Via een vriend komt de filmmaker erachter, dat hij niet aanwezig was bij de moordpartij in Sabra en Shatila en dat zijn dus angst ongegrond is. Volgens de vriend wordt zijn obsessie over de slachting gevoed door de angsten uit zijn jeugd. De kampverhalen van zijn ouders over Auschwitz, hebben zijn herinneringen vertroebeld, waardoor hij nu de dingen door elkaar haalt. Het geheugen werkt selectief, het wordt vertekend en gekleurd door angsten en emoties, zo leren we uit Waltz with Bashir.

 

Burning Memory

Angsten en emoties zijn ook de rode draad in Resisim (Burning Memory) van Yossi Sommer. In zijn semi-autobiografische film volgen we Gary, een infanterist die geplaagd wordt door paniekaanvallen en nachtmerries. Hij was er getuige van dat zijn maat op het slagveld werd neergeschoten terwijl hij verlamd door angst toekeek en pas in actie kwam toen het te laat was. Met zeven andere door de oorlog getraumatiseerde soldaten volgt hij drie weken een therapieprogramma in het Haifa Military Hospital. Het belangrijkste doel van zijn therapeut is om Gary, onder andere door hypnotherapie, aan het praten te krijgen en te voorkomen dat hij in een ka-tatonische toestand terechtkomt, zoals Zuckerman, een andere soldaat, die zich in de loop van de film ophangt.

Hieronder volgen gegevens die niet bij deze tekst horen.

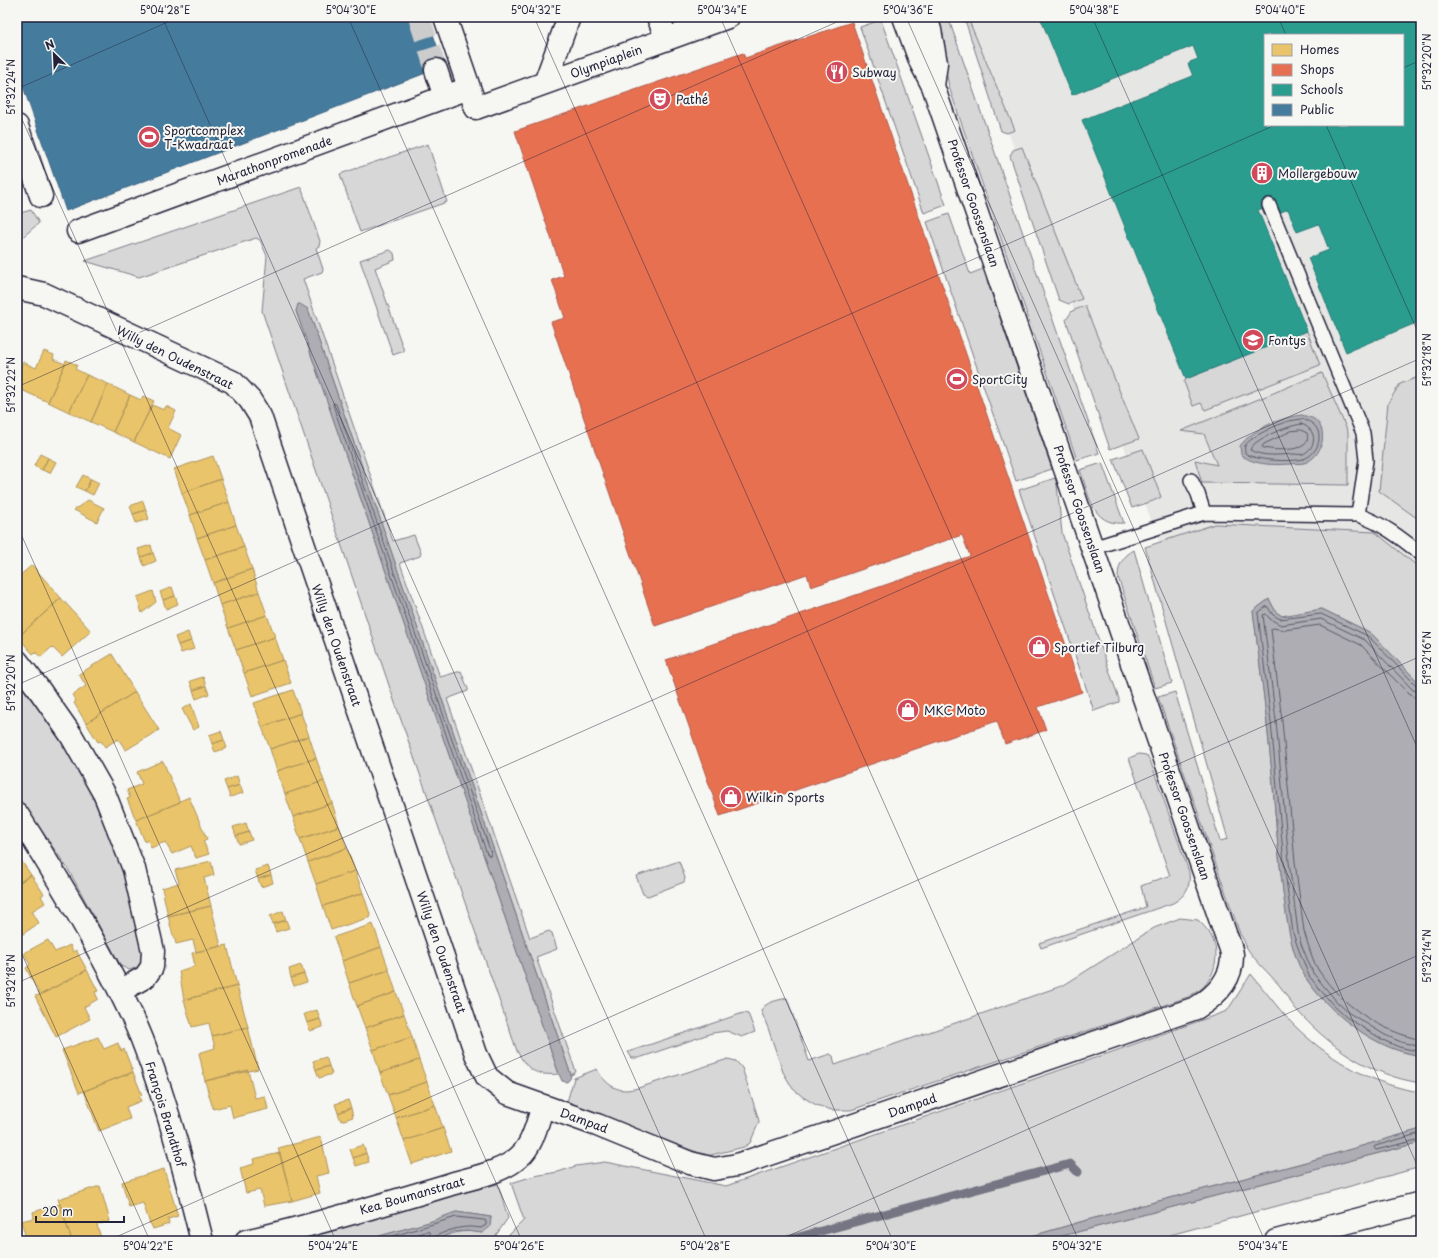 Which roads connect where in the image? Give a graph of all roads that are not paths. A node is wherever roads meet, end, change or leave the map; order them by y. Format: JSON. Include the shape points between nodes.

Sommertoont op een overtuigende en schrijnende manier de gevolgen die oorlog kan hebben op de mens. Niet alleen op de soldaten, maar ook op hun familieleden. Zoals de verbitterde vriendin van Gary die al eerder een vriend is verloren door de oorlog. Ze heeft een jaar therapie gehad om daar weer bovenop te komen. Daarna kwam Gary in haar leven, die vervolgens - zoals zij het formuleert - gek is gemaakt door het leger. Maar met Gary loopt het gelukkig beter af dan met menig ander. Bij hem weet de therapeut een doorbraakte bewerkstelligen en hem aan de praatte krijgen over zijn ervaringen op het slagveld. Hij kan na een poosje weer naar huis, maar of hij genezen is blijft de vraagt, want thuis steekt hij eerst nog even één kogel in zijn pistool, voor hij bij zijn slapende vrouw op bed gaat liggen.